**Exercise brief:**
Using the data below, copy out all lines with the word "ring".

**Material shown:**
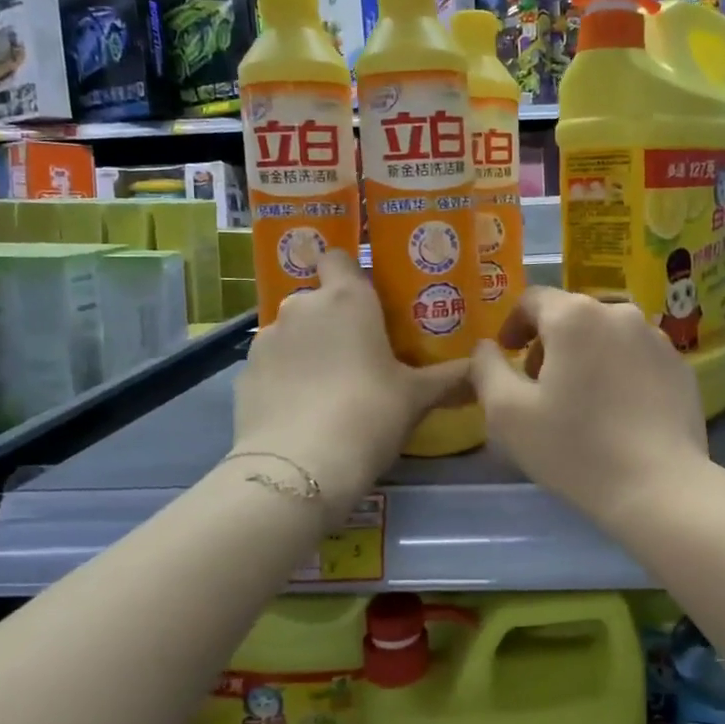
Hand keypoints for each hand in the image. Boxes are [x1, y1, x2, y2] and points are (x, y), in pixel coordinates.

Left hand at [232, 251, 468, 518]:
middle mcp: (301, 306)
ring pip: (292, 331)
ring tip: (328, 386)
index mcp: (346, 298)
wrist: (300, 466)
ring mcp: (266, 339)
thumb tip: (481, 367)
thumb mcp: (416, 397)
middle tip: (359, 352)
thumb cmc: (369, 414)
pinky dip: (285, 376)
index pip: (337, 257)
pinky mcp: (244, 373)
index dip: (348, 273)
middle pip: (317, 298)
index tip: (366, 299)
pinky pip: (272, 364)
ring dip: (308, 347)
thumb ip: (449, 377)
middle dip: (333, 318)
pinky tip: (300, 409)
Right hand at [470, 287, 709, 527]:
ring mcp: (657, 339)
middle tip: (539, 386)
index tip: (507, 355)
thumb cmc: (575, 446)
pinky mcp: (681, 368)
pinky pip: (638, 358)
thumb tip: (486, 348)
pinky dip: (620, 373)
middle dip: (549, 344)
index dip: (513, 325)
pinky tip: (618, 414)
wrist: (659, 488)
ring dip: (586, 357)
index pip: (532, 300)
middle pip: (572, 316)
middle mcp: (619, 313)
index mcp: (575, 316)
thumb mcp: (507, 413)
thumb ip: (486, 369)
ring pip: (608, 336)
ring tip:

**Written response:**
ring pip: (292, 331)
ring tip: (328, 386)
ring mcp: (266, 339)
ring dip: (308, 347)
ring mcp: (657, 339)
ring dip: (586, 357)
ring pip: (608, 336)
ring tip:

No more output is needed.